__Task instructions__: Please start at the first line of the records beneath and quote each line exactly, ending with the line containing "Extract the structured data from this screen".

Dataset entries
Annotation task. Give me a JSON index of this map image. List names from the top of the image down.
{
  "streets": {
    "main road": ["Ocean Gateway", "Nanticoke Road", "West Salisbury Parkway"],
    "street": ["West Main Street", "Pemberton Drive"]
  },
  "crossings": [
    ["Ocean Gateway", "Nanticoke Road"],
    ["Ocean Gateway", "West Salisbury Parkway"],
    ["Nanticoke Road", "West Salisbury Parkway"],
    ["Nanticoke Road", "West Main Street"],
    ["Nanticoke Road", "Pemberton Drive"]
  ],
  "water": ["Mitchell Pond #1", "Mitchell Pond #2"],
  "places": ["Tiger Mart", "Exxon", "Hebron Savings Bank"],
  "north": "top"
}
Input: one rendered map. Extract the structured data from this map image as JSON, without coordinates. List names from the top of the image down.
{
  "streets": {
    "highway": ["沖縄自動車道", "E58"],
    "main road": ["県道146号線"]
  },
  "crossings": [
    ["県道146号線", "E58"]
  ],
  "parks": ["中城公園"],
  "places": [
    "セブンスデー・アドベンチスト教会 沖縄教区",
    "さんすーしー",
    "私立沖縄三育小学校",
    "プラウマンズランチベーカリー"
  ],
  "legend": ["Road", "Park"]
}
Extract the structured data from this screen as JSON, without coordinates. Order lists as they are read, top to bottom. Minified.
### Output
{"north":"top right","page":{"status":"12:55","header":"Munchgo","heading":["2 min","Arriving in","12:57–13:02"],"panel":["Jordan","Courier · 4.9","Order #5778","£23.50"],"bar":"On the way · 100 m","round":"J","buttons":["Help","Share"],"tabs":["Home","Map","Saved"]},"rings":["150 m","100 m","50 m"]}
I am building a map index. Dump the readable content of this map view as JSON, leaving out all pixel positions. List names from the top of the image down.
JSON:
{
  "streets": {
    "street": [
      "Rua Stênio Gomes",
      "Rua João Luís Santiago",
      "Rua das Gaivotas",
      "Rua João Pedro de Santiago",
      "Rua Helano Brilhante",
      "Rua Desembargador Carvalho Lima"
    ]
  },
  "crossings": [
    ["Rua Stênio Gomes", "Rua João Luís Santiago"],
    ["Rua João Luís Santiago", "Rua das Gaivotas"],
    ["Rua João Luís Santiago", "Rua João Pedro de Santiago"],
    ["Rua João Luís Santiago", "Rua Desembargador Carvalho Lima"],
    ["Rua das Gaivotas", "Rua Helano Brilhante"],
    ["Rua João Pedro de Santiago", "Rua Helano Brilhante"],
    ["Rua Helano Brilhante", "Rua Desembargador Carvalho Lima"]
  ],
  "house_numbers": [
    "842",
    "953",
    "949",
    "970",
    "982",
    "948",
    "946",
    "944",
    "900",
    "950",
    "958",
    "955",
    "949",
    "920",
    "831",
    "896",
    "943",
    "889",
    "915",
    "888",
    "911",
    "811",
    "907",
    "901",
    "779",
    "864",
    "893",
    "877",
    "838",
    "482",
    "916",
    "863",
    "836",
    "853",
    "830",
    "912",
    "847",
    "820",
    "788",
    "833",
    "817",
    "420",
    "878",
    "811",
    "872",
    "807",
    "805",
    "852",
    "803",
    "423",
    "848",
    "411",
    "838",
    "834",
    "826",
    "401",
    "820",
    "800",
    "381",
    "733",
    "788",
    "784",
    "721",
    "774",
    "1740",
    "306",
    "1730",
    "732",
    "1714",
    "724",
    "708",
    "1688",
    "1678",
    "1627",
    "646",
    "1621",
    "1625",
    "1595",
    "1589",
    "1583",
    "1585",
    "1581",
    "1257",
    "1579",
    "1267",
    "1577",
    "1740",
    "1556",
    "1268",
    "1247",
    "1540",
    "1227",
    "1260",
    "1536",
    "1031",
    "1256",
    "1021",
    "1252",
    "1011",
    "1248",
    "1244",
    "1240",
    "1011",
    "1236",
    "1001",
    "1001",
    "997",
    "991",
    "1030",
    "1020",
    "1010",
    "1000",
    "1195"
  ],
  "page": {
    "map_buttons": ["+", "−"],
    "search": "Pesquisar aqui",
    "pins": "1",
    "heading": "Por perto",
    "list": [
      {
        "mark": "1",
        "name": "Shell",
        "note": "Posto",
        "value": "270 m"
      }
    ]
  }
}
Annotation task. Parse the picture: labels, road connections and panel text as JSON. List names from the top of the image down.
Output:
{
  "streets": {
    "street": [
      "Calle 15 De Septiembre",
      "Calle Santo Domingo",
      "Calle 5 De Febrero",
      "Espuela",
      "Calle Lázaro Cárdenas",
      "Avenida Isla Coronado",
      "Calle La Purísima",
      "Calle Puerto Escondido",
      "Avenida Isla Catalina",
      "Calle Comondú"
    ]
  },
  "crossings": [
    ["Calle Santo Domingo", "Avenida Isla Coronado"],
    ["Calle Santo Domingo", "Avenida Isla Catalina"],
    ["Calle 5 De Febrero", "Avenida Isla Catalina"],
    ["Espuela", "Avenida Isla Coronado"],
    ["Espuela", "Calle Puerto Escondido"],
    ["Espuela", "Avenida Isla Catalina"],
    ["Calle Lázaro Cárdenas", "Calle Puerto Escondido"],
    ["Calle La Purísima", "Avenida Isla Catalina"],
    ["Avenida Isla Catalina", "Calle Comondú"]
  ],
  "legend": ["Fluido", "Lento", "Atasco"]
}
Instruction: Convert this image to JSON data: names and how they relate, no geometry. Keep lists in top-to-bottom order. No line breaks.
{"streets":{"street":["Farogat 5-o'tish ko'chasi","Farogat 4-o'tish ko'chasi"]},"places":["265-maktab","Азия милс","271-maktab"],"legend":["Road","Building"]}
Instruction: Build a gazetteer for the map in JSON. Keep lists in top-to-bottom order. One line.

__Solution below__:
Annotation task. Give me a JSON index of this map image. List names from the top of the image down.
{
  "streets": {
    "main road": ["Ocean Gateway", "Nanticoke Road", "West Salisbury Parkway"],
    "street": ["West Main Street", "Pemberton Drive"]
  },
  "crossings": [
    ["Ocean Gateway", "Nanticoke Road"],
    ["Ocean Gateway", "West Salisbury Parkway"],
    ["Nanticoke Road", "West Salisbury Parkway"],
    ["Nanticoke Road", "West Main Street"],
    ["Nanticoke Road", "Pemberton Drive"]
  ],
  "water": ["Mitchell Pond #1", "Mitchell Pond #2"],
  "places": ["Tiger Mart", "Exxon", "Hebron Savings Bank"],
  "north": "top"
}
Input: one rendered map. Extract the structured data from this map image as JSON, without coordinates. List names from the top of the image down.
{
  "streets": {
    "highway": ["沖縄自動車道", "E58"],
    "main road": ["県道146号線"]
  },
  "crossings": [
    ["県道146号線", "E58"]
  ],
  "parks": ["中城公園"],
  "places": [
    "セブンスデー・アドベンチスト教会 沖縄教区",
    "さんすーしー",
    "私立沖縄三育小学校",
    "プラウマンズランチベーカリー"
  ],
  "legend": ["Road", "Park"]
}
Extract the structured data from this screen as JSON, without coordinates. Order lists as they are read, top to bottom. Minified.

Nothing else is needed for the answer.